You’re starting to come up with sayings too, not just single words. My favorite are “nigh-nigh day-dee,” or “good night baby.” You pound the holy hell out of your little Curious George doll’s back as you try to mimic the way we put you down to sleep at night and tell you good night baby. It’s rather endearing and very funny. While you’ve been taking baths in the tub since you were about four weeks old, you have never said bath. But after taking quite well to our shower, you quickly learned the word and will take off running in to our bathroom, pry the shower doors open, and wiggle your hiney (another new funny word) hoping we’ll put you in it. You also say “I got you!” You little heartbreaker! It actually sounds like “got chu” something you learned from many games of chase where you always lose and don’t mind one bit.

Speaking of colors, that pristine baby white skin is gone, you’re now a suntanned summer baby. You are slathered in SPF 55 every time we walk out the door, so the good news is that you’ve never burned. Those pesky rays still find you and I won’t lie, I’m super envious of your complexion right now. Right down to the legs you never have to shave when you put on a swimsuit. And how your little buddah belly looks AAAAdorable in a swimsuit, and mine, well, let’s just say I wear a lot of sundresses.

You’re becoming quite the little water baby, which makes me happy! I’m (almost) 30 years old and something most people don’t know about me is I’m scared to death of pools, lakes, and other places full of hundreds of gallons of water where my feet can’t touch the bottom. I don’t want this for you. I want you to be comfortable in the water. We took you and Ellie to play in the Riverside fountains and you, at first, completely freaked out. But Grandma Lori and Ellie convinced you it was OK and you took to it so well you were trying to drink out of the sprays of water. We’ve been to two pools and you loved both, but prefer to be held versus placed in a floating device. Get a cocktail and an air mattress and your mind will change!

Then, there was the road trip, something I named #TripOfDoom. Seriously, I’ve told the story in full detail so many times that I don’t think I can muster the strength to do it again. Also, I don’t want my blood pressure to spike. In short, you and I took off from OKC one fine Saturday morning to spend four days in Dallas with Ada and Christie. Our first road trip together. Our first trip without daddy. We were having a freaking fantastic time! An hour and a half into the trip you passed out, and I said thank you to the universe because it would be smooth sailing the rest of the way. Then, our radiator exploded. We were stuck on the side of the road for an hour and a half, in 90-something degree heat, a toothless tow truck driver arrived and regaled me with a story of his daughter’s cherry (no lie), and then we took the car to the Ardmore Walmart … where it stayed for seven days. Seven long, frustrating, losing-my-cool, very expensive days. A car rental and one thousand dollars later the car went home. Some other stuff happened in between, but again with the blood pressure and wanting to one day be around to fight with you about prom dresses.

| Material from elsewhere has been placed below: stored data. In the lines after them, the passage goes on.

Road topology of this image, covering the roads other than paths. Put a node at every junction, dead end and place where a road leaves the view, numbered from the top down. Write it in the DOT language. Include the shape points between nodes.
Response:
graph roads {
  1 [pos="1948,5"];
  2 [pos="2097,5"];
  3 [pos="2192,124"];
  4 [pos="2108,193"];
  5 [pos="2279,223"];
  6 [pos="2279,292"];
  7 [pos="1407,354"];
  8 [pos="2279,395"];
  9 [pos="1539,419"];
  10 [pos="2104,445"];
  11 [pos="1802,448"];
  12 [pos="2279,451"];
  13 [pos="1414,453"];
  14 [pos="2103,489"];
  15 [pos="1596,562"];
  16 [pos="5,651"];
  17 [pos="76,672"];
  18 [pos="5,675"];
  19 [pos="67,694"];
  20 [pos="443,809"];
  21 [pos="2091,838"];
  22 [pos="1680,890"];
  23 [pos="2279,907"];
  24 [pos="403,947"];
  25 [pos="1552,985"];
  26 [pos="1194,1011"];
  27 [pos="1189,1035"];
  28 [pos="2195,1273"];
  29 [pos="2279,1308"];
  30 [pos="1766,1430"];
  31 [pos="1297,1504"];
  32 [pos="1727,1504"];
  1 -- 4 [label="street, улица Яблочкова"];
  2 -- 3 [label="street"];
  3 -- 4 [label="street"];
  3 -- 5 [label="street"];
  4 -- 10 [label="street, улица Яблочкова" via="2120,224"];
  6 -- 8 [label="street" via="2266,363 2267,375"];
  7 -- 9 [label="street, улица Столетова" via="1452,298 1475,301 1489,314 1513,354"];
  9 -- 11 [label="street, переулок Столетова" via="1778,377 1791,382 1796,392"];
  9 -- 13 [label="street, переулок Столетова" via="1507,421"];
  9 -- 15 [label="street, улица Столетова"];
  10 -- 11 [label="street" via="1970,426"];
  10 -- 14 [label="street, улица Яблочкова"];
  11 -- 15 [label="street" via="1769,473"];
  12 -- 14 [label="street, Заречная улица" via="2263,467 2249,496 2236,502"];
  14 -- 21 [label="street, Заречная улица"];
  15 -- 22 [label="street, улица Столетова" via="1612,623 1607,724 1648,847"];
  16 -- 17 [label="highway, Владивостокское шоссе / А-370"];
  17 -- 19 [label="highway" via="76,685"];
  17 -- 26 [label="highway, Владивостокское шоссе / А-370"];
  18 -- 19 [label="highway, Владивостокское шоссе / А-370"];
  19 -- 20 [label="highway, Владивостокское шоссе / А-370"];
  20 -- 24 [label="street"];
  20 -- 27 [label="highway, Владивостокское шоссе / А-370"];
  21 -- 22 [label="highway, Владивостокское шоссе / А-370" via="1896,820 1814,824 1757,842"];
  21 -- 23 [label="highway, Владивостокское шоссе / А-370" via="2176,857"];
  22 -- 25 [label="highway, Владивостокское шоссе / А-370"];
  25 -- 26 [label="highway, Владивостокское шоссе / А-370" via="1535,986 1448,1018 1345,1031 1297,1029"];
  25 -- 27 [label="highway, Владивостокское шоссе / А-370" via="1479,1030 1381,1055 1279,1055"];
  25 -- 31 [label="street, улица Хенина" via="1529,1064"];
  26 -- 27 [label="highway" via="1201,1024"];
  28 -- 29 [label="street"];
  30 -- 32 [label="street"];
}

You put on your big girl panties this month. Another one of those bittersweet milestones. No more bottles. I was afraid to do it, you love your bottle. A bottle, fuzzy, and a mommy or daddy and you are in snooze city. One Saturday morning I brought you a sippy cup. I will probably not ever forget the look on your face. If you could have cussed at me, I believe the sentiment would have been along the lines of “WTF MOM!” In short, you were not impressed. You cried. You cried so hard and it broke my heart. But you were too hungry from 11 hours of fasting to argue the point much more than that, and so you placed the spout into your mouth and cried between sucks until you finally realized it was the same milk. The next few mornings went about the same until I finally felt it was safe to put your bottles in a Target bag and throw them in the “baby stuff box.” I’m more impressed that you haven’t sloshed milk all over yourself and us in the process. You’re a tidy sipper.

As we celebrate your 14th month, we also celebrate the five-year anniversary of BabyOrBust.com. I can’t tell you hard it is to believe that five years have passed since all of this started. One day I will tell you the whole story, if you don’t find it on the Internet first (which, by the way, is where I’d prefer you learn about sex, drugs, and math). When I tell you, I will cry. I’ll probably cry a lot. But they will be happy tears. Without this site, I honestly don’t know if we’d have you yet. A lot, A LOT, of people made you possible. I write these letters to you every month because I want you to hear my voice and how I remember this amazing time with you. But it’s also a small way for me to give back to the hundreds of people who played big and small roles in making you a reality, by letting them peek in at our life with you.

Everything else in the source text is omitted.